While Oracle’s stunning emergence as a cloud-infrastructure player might well be due to a range of complex factors, it might also be the result of this uncomplicated dynamic cited by CEO Safra Catz: “More and more of our customers want to bring their Oracle databases to the Oracle Cloud.”
On my Cloud Wars Top 10 rankings, Oracle’s been #6 for some time now because while its Fusion apps business has consistently grown at 25%-30%, its heavily touted Autonomous Database has only recently begun to generate meaningful revenue.
And its infrastructure business? As I noted Monday in my initial analysis of Oracle’s fiscal-Q1 earnings, The Audacious Larry Ellison Flips Oracle Cloud Strategy Upside-Down, until early this year Oracle’s IaaS performance was languishing somewhere between bupkis and squadoosh.
But my oh my has that situation changed with the advent of Oracle’s OCI (Oracle Cloud Infrastructure) Gen2—and it’s changed not only rapidly but profoundly. Three big reasons behind that:
- externally, per the observation above from Catz, more and more of Oracle’s huge global customers are becoming not just willing but eager to move their database workloads to the Oracle Cloud;
- internally, as chairman Larry Ellison said on the earnings call, “So the OCI team did a spectacular job of building a second generation, learning from what Microsoft did, what Google did, what Amazon did and then building the next generation”; and
- architecturally, Oracle has designed its massive and wide-ranging fleet of cloud services to deliver optimal performance and value when deployed together. Ellison and Catz are banking on an Oracle on Oracle world.
On Oracle’s Sept. 10 earnings call, Catz emphasized the impact and breadth of that high-attach dynamic, and said that trend will mean that sales of all Oracle Cloud products will rise—with OCI at the center.
Here’s how Catz replied when asked by an analyst to describe why she feels so confident about the growth prospects for Oracle’s cloud business.
“The things that are going very well and are growing and getting larger and larger is everything that’s associated with the cloud, and that has implications for license revenue because database options grew not only double digits but actually 20-something percent,” Catz said.
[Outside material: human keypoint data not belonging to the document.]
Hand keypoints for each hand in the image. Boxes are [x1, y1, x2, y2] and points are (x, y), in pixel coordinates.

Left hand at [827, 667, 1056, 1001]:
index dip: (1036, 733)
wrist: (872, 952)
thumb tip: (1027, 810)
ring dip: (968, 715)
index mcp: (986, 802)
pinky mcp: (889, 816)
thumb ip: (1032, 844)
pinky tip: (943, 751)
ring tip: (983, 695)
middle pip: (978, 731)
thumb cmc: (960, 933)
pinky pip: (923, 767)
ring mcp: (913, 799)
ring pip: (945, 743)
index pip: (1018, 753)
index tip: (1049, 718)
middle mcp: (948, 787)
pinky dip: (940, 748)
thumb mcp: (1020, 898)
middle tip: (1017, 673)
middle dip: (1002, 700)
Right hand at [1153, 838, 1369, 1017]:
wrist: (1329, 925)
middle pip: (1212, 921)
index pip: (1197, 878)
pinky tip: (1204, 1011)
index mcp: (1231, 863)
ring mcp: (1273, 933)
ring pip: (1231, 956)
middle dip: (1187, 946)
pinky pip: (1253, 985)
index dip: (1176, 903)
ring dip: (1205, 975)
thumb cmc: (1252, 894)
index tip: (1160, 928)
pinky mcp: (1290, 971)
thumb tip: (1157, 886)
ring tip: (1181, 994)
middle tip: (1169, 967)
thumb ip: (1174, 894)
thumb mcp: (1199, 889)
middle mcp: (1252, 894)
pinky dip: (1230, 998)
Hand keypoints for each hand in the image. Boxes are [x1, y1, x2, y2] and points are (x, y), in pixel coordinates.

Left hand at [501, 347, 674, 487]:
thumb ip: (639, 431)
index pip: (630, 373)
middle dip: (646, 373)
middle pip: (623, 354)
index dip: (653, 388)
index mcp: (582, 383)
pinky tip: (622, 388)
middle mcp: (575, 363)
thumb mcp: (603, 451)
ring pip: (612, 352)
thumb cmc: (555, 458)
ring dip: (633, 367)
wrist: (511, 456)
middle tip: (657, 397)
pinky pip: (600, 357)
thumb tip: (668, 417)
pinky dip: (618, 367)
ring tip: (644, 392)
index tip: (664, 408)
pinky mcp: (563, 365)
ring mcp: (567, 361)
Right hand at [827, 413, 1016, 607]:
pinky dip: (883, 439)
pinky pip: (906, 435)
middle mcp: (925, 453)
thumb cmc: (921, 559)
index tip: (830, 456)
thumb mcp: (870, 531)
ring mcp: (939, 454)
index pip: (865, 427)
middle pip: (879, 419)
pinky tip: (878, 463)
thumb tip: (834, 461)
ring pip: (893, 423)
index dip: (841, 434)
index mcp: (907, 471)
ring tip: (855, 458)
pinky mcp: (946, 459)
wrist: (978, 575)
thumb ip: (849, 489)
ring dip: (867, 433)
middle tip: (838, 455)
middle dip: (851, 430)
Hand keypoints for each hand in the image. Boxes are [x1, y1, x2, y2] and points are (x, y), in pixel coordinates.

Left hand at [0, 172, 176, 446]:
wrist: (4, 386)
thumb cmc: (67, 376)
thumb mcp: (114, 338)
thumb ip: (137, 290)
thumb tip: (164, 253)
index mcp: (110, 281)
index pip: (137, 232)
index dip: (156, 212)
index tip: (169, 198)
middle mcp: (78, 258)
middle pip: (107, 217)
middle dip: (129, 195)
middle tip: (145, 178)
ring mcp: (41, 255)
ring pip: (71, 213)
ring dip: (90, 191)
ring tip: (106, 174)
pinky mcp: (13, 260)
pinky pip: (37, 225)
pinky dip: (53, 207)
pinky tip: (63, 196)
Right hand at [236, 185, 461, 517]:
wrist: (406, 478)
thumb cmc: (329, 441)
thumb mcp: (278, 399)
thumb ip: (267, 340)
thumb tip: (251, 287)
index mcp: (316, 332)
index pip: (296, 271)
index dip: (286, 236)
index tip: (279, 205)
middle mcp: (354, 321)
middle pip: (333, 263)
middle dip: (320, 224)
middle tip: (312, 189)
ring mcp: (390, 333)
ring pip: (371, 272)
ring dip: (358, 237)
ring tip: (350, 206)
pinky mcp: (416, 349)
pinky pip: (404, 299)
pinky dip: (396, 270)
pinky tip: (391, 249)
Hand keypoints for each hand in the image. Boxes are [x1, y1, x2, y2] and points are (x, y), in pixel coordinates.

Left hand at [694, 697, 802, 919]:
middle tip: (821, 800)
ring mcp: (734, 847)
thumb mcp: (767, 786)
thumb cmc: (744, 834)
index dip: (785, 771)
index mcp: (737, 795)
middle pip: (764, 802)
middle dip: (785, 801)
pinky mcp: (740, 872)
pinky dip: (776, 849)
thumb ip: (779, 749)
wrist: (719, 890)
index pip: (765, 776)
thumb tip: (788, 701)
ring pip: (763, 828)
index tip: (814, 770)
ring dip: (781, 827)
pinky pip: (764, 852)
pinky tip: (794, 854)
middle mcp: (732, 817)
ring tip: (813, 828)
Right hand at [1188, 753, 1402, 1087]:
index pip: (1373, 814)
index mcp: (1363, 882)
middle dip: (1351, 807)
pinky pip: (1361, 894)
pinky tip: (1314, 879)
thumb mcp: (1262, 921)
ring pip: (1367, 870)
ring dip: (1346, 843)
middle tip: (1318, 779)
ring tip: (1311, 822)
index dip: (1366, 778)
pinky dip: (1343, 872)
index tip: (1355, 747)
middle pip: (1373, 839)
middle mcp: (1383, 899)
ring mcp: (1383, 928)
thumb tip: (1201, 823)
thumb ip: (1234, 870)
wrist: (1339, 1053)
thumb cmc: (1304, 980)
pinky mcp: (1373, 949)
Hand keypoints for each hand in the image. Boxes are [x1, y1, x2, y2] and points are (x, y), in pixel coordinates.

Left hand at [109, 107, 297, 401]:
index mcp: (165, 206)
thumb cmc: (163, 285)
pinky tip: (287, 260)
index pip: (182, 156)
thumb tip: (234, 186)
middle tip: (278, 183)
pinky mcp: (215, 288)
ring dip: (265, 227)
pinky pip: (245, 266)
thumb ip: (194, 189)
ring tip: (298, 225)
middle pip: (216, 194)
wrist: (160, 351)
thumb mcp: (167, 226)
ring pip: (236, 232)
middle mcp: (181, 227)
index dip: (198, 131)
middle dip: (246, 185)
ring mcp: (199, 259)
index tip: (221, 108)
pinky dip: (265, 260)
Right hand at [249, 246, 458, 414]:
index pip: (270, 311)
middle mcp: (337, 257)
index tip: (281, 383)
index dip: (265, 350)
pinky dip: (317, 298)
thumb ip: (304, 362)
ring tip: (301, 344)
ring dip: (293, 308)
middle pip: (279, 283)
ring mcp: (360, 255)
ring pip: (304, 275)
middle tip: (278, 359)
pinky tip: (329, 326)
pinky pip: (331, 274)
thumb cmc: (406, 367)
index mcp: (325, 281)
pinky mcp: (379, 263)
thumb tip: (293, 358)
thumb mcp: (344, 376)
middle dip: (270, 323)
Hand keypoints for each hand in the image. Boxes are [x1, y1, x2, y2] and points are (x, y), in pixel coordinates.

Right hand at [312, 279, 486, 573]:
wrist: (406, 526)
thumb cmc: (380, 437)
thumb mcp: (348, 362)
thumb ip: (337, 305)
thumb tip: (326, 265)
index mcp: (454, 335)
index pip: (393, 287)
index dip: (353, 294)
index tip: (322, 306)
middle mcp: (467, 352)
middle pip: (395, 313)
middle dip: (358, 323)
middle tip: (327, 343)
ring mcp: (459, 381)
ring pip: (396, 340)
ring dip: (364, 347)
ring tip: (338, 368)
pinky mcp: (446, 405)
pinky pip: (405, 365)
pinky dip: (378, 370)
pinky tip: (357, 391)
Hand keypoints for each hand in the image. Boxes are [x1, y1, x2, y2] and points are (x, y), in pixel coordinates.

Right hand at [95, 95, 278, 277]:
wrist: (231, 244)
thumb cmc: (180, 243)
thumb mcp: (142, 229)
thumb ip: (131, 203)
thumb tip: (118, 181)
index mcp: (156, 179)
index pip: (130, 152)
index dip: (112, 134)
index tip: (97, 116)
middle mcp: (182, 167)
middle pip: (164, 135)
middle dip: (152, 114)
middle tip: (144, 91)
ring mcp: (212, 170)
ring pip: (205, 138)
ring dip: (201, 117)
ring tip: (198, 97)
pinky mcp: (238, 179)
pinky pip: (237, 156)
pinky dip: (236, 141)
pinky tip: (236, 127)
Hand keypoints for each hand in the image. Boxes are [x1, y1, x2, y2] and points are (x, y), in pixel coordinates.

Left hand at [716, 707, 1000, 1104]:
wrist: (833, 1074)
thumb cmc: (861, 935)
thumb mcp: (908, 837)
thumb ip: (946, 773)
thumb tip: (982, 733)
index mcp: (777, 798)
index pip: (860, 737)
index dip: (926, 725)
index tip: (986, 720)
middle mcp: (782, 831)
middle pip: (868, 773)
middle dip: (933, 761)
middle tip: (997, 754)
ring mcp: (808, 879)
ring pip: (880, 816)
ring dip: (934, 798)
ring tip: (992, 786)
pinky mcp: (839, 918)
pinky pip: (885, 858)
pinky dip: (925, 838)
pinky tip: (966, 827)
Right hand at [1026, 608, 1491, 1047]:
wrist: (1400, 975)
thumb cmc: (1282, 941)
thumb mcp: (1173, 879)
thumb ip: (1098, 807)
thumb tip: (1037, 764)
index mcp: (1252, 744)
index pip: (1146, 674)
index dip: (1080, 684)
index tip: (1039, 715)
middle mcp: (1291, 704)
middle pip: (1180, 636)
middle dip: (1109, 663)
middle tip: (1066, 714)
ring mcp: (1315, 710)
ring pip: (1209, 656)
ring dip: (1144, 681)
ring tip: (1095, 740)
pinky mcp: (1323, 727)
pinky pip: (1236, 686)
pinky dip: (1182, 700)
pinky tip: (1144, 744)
After noting that Oracle Analytics and Exadata are also growing rapidly, Catz went into some detail about the two primary drivers for Oracle’s cloud growth: Fusion apps and OCI.
“Our SaaS business is large and growing quickly, and now OCI and our cloud database products and services are growing and they’re getting larger and larger,” Catz said.
And because “[customer] commitment to our database is incredibly strong,” businesses are now ready to move more aggressively than ever before into the cloud: “More and more of our customers want to bring their Oracle databases to the Oracle Cloud.”
A few moments later in response to a question about OCI momentum, Catz outlined the high-attach-rate trend that’s unfolding.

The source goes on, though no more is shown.